The following day I awoke at midday to a group of highly entertaining Swedish guys cracking into the beers, and had a feeling it was going to be a good day. We headed to the concert at about 4 with another band, ‘The Hives’ also playing, but we didn’t see them to get a good place for what we were really there for. The band came out to a surge and roar I’d never experienced before, and I guess I underestimated just how popular they are throughout the whole world. During the whole hour and a half set, the crowd didn’t stop singing, and it was amazing to see how well they knew the words despite it not being their own language. Every song was screamed back at the stage, and it was an energy you rarely see at a concert even in England. I met some very friendly Argentinians during the gig after being lost from my friends in one of the many surges, and bonded with them by dragging them out of huge mosh pits. I thought why not stick around as it’s a chance to get a grasp of the Argentinian accent, so we headed for a drink and pizza after the set. After a couple of hours and some extra confidence, I began to get the hang of it but still found it stupid.

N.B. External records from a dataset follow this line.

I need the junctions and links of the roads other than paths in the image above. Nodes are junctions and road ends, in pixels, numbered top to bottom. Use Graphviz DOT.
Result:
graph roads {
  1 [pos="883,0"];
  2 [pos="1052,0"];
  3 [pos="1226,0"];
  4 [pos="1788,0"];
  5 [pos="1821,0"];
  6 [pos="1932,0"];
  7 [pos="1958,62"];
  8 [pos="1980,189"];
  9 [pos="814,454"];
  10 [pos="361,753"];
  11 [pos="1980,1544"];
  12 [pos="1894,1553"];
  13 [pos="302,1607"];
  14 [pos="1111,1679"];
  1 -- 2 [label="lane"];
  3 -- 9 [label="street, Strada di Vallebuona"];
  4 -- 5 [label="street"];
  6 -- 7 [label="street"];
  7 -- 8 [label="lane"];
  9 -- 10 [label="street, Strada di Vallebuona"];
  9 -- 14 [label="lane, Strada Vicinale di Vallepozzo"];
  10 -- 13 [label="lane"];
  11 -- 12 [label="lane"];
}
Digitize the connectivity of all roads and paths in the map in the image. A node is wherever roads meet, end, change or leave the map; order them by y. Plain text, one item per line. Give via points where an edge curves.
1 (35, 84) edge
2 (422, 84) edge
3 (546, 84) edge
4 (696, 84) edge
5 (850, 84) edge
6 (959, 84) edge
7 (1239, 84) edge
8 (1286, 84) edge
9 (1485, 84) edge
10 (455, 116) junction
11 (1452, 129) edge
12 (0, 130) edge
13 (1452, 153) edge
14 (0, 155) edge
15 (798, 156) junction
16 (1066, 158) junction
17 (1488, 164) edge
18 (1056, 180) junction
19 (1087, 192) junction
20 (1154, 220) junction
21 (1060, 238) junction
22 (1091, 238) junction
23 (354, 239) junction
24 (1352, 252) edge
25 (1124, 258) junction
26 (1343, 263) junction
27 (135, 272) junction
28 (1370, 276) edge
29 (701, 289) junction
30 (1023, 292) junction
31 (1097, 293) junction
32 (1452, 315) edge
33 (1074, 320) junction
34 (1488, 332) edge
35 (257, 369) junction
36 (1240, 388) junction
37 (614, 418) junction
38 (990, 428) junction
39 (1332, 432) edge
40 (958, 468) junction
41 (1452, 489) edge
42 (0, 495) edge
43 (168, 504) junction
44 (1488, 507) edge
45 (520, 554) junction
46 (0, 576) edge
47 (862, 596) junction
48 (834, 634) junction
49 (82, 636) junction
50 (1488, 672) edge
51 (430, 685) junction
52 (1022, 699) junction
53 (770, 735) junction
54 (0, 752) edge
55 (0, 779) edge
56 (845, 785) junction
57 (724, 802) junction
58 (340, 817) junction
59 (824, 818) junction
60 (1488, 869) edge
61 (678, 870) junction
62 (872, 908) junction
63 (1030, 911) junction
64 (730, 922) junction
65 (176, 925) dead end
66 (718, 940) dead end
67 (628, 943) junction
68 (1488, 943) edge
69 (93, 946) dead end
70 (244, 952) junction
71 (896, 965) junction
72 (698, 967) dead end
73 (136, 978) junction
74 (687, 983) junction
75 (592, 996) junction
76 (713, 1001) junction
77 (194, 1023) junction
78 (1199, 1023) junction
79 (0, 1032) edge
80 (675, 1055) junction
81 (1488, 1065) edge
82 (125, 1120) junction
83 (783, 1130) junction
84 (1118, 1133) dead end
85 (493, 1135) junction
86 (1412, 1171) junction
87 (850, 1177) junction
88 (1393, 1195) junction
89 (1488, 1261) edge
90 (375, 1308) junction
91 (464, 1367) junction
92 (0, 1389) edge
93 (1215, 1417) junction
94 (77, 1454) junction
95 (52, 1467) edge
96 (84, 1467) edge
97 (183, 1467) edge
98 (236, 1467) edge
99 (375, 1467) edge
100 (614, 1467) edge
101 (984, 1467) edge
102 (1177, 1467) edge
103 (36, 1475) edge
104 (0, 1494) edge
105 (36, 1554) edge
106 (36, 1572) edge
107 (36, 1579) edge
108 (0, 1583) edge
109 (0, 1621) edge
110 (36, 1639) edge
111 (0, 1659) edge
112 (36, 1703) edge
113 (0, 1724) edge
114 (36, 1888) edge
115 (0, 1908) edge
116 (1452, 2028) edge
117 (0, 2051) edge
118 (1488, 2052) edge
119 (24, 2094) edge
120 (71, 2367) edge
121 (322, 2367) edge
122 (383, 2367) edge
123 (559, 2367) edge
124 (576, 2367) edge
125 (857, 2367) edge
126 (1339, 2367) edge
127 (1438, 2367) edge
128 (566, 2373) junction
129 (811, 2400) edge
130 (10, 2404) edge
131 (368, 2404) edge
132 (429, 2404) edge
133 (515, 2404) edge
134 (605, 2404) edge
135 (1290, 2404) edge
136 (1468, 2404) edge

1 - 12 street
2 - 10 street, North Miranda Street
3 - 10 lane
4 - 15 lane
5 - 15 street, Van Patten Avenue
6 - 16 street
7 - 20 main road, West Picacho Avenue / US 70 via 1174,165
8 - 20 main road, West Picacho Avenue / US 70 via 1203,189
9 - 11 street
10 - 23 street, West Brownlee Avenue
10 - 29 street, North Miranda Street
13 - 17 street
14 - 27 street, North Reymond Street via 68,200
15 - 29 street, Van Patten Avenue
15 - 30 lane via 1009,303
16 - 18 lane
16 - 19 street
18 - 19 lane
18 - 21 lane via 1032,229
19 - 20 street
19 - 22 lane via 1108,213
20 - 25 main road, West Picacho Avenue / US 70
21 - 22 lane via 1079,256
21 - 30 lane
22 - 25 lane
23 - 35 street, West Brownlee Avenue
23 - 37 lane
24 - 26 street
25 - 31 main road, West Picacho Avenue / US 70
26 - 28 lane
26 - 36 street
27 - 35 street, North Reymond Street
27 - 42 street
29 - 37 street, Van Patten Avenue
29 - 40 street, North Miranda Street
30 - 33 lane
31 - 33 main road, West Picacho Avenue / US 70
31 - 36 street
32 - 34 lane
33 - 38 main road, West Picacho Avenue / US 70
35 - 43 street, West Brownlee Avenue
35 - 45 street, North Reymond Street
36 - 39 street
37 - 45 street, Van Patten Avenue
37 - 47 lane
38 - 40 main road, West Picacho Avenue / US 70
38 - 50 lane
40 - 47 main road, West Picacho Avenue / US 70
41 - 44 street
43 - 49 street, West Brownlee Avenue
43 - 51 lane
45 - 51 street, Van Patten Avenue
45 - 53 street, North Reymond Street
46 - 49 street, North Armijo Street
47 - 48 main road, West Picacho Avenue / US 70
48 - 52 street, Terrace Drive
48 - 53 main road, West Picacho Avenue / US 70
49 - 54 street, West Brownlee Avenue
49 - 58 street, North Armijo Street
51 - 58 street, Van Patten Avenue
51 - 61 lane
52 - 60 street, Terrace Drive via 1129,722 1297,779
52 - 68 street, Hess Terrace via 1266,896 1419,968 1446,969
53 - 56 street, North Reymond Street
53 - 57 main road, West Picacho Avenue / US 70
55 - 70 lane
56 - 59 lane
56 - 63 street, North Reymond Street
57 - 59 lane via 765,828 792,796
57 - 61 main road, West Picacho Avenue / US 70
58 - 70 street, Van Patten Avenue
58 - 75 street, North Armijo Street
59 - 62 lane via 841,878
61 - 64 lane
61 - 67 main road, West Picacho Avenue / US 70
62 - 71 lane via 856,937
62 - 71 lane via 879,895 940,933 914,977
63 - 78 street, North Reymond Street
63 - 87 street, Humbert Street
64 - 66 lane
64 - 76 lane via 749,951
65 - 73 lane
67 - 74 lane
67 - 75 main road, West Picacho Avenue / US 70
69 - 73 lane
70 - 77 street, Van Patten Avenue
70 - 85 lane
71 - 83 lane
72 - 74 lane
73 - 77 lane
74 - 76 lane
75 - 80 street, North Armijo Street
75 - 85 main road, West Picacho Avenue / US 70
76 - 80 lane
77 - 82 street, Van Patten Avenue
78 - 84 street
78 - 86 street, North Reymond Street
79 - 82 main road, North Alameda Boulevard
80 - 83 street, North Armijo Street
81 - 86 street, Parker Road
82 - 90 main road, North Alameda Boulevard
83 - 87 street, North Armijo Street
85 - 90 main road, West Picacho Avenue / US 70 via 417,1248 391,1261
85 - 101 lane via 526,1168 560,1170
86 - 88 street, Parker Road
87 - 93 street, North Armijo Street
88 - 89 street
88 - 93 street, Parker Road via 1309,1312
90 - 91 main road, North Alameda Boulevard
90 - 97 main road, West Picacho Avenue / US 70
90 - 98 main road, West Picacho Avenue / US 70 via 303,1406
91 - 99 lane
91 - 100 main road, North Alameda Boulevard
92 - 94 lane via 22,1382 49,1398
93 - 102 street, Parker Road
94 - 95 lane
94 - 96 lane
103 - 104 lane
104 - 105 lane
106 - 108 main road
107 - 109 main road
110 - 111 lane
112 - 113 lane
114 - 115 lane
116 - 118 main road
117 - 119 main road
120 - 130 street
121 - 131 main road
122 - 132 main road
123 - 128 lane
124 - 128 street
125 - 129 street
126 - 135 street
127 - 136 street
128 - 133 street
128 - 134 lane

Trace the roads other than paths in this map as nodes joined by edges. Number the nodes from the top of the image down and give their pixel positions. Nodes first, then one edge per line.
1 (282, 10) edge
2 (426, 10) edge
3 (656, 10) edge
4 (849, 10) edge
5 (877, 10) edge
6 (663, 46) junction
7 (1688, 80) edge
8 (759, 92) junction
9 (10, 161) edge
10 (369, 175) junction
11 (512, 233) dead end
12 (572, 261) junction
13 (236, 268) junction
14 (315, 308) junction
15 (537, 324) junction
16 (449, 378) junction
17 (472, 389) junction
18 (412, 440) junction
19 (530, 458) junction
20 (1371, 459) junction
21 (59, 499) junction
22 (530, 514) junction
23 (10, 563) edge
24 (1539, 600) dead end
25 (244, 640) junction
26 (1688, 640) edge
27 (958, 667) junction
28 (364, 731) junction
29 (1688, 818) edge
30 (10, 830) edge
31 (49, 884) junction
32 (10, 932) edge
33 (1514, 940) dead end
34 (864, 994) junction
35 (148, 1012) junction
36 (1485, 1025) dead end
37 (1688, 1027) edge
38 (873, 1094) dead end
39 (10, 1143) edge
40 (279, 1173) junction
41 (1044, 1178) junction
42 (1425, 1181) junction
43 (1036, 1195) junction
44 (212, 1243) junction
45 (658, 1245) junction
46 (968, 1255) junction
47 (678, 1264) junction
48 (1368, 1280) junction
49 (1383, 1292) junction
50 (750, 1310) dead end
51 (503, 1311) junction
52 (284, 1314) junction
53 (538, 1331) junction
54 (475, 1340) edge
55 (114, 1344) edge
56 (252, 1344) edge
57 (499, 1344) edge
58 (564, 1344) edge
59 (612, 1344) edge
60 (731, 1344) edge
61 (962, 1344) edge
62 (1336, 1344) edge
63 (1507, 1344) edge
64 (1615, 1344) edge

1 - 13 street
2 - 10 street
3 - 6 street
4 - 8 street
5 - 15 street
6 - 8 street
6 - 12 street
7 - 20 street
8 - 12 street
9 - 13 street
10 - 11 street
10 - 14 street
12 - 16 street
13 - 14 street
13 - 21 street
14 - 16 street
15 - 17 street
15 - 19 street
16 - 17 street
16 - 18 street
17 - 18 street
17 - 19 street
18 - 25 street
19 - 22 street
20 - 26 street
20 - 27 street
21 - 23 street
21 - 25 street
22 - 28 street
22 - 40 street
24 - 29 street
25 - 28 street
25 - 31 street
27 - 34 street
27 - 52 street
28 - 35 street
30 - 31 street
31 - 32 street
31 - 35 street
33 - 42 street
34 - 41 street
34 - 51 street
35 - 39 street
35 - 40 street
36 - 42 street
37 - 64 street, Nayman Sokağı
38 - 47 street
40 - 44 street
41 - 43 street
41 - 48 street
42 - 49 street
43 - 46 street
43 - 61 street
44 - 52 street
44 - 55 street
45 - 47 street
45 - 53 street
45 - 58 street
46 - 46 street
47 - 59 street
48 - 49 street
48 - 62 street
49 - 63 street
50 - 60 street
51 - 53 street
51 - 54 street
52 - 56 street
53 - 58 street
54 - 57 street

Arctic Monkeys rocking Buenos Aires

Arctic Monkeys rocking Buenos Aires

Taking an after-show pizza in Palermo

Taking an after-show pizza in Palermo

The night was an incredible introduction to Argentina and the friendliness of the people, and was also great to see how crazy they go for English bands, and of course I used the fact I’m studying in Sheffield next year to great effect and they all loved it. I couldn’t have been happier and couldn’t wait for what the next few weeks had in store.

Sadly nothing to report on the next day funnily enough, the exploring could wait.